- **WHAT YOU NEED TO DO**
Each entry has to be reproduced in full, exactly as given.

Stored data
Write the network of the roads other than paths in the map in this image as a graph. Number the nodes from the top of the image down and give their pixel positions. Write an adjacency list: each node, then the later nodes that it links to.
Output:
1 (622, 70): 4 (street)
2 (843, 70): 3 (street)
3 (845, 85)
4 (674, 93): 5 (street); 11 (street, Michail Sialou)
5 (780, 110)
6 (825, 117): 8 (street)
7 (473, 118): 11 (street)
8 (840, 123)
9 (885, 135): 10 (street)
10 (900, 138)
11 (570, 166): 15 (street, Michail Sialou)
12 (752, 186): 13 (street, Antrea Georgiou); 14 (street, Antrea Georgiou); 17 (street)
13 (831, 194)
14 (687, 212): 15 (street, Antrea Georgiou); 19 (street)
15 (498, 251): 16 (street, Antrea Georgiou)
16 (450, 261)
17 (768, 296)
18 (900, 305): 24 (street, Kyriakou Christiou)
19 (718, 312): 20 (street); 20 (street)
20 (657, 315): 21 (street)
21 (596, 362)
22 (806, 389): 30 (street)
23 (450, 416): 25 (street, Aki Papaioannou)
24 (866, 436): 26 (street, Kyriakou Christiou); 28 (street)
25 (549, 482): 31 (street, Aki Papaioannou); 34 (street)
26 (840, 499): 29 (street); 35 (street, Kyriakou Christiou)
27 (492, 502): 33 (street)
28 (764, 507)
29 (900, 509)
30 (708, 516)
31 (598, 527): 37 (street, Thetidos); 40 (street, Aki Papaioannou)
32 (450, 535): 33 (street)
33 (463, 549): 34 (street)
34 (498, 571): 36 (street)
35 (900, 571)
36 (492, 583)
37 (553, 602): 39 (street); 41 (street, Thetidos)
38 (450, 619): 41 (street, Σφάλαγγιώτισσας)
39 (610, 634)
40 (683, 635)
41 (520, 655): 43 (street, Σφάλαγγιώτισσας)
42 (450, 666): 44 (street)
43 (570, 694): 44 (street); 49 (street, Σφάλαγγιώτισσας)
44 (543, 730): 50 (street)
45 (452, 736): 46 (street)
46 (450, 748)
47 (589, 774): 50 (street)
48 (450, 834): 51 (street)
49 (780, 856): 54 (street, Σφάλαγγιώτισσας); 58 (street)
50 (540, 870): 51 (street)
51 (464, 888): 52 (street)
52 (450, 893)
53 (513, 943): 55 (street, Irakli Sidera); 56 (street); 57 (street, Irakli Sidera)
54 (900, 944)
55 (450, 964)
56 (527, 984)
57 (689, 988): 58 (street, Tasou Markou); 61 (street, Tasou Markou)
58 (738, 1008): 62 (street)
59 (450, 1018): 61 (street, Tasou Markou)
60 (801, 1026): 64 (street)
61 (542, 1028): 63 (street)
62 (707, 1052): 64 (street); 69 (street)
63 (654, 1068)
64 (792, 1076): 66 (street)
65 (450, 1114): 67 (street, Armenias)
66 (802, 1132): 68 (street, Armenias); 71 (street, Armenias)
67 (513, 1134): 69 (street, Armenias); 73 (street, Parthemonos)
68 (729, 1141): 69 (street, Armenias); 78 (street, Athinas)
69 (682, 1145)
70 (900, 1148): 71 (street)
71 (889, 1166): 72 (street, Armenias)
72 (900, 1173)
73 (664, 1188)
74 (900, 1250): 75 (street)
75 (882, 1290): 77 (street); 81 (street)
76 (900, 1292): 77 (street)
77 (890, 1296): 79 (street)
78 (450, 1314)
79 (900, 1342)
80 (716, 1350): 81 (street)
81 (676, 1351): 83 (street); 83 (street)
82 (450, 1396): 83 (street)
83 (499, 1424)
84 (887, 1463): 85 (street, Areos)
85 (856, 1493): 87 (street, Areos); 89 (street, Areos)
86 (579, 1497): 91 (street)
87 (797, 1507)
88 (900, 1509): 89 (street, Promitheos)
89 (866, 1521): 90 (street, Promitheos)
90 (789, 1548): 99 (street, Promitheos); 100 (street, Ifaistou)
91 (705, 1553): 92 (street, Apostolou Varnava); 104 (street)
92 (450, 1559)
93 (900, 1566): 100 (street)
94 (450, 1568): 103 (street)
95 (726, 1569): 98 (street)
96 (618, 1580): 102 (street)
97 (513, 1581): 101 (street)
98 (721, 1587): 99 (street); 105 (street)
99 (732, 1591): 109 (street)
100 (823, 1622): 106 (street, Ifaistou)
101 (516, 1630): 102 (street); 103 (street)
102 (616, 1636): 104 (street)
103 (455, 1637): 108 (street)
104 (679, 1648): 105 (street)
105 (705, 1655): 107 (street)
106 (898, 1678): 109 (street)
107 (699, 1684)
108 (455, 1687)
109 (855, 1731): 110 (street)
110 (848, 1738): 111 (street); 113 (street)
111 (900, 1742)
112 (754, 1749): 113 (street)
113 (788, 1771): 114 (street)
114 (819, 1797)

- **EXPECTED OUTPUT**
Write the network of the roads other than paths in the map in this image as a graph. Number the nodes from the top of the image down and give their pixel positions. Write an adjacency list: each node, then the later nodes that it links to.
Output:
1 (622, 70): 4 (street)
2 (843, 70): 3 (street)
3 (845, 85)
4 (674, 93): 5 (street); 11 (street, Michail Sialou)
5 (780, 110)
6 (825, 117): 8 (street)
7 (473, 118): 11 (street)
8 (840, 123)
9 (885, 135): 10 (street)
10 (900, 138)
11 (570, 166): 15 (street, Michail Sialou)
12 (752, 186): 13 (street, Antrea Georgiou); 14 (street, Antrea Georgiou); 17 (street)
13 (831, 194)
14 (687, 212): 15 (street, Antrea Georgiou); 19 (street)
15 (498, 251): 16 (street, Antrea Georgiou)
16 (450, 261)
17 (768, 296)
18 (900, 305): 24 (street, Kyriakou Christiou)
19 (718, 312): 20 (street); 20 (street)
20 (657, 315): 21 (street)
21 (596, 362)
22 (806, 389): 30 (street)
23 (450, 416): 25 (street, Aki Papaioannou)
24 (866, 436): 26 (street, Kyriakou Christiou); 28 (street)
25 (549, 482): 31 (street, Aki Papaioannou); 34 (street)
26 (840, 499): 29 (street); 35 (street, Kyriakou Christiou)
27 (492, 502): 33 (street)
28 (764, 507)
29 (900, 509)
30 (708, 516)
31 (598, 527): 37 (street, Thetidos); 40 (street, Aki Papaioannou)
32 (450, 535): 33 (street)
33 (463, 549): 34 (street)
34 (498, 571): 36 (street)
35 (900, 571)
36 (492, 583)
37 (553, 602): 39 (street); 41 (street, Thetidos)
38 (450, 619): 41 (street, Σφάλαγγιώτισσας)
39 (610, 634)
40 (683, 635)
41 (520, 655): 43 (street, Σφάλαγγιώτισσας)
42 (450, 666): 44 (street)
43 (570, 694): 44 (street); 49 (street, Σφάλαγγιώτισσας)
44 (543, 730): 50 (street)
45 (452, 736): 46 (street)
46 (450, 748)
47 (589, 774): 50 (street)
48 (450, 834): 51 (street)
49 (780, 856): 54 (street, Σφάλαγγιώτισσας); 58 (street)
50 (540, 870): 51 (street)
51 (464, 888): 52 (street)
52 (450, 893)
53 (513, 943): 55 (street, Irakli Sidera); 56 (street); 57 (street, Irakli Sidera)
54 (900, 944)
55 (450, 964)
56 (527, 984)
57 (689, 988): 58 (street, Tasou Markou); 61 (street, Tasou Markou)
58 (738, 1008): 62 (street)
59 (450, 1018): 61 (street, Tasou Markou)
60 (801, 1026): 64 (street)
61 (542, 1028): 63 (street)
62 (707, 1052): 64 (street); 69 (street)
63 (654, 1068)
64 (792, 1076): 66 (street)
65 (450, 1114): 67 (street, Armenias)
66 (802, 1132): 68 (street, Armenias); 71 (street, Armenias)
67 (513, 1134): 69 (street, Armenias); 73 (street, Parthemonos)
68 (729, 1141): 69 (street, Armenias); 78 (street, Athinas)
69 (682, 1145)
70 (900, 1148): 71 (street)
71 (889, 1166): 72 (street, Armenias)
72 (900, 1173)
73 (664, 1188)
74 (900, 1250): 75 (street)
75 (882, 1290): 77 (street); 81 (street)
76 (900, 1292): 77 (street)
77 (890, 1296): 79 (street)
78 (450, 1314)
79 (900, 1342)
80 (716, 1350): 81 (street)
81 (676, 1351): 83 (street); 83 (street)
82 (450, 1396): 83 (street)
83 (499, 1424)
84 (887, 1463): 85 (street, Areos)
85 (856, 1493): 87 (street, Areos); 89 (street, Areos)
86 (579, 1497): 91 (street)
87 (797, 1507)
88 (900, 1509): 89 (street, Promitheos)
89 (866, 1521): 90 (street, Promitheos)
90 (789, 1548): 99 (street, Promitheos); 100 (street, Ifaistou)
91 (705, 1553): 92 (street, Apostolou Varnava); 104 (street)
92 (450, 1559)
93 (900, 1566): 100 (street)
94 (450, 1568): 103 (street)
95 (726, 1569): 98 (street)
96 (618, 1580): 102 (street)
97 (513, 1581): 101 (street)
98 (721, 1587): 99 (street); 105 (street)
99 (732, 1591): 109 (street)
100 (823, 1622): 106 (street, Ifaistou)
101 (516, 1630): 102 (street); 103 (street)
102 (616, 1636): 104 (street)
103 (455, 1637): 108 (street)
104 (679, 1648): 105 (street)
105 (705, 1655): 107 (street)
106 (898, 1678): 109 (street)
107 (699, 1684)
108 (455, 1687)
109 (855, 1731): 110 (street)
110 (848, 1738): 111 (street); 113 (street)
111 (900, 1742)
112 (754, 1749): 113 (street)
113 (788, 1771): 114 (street)
114 (819, 1797)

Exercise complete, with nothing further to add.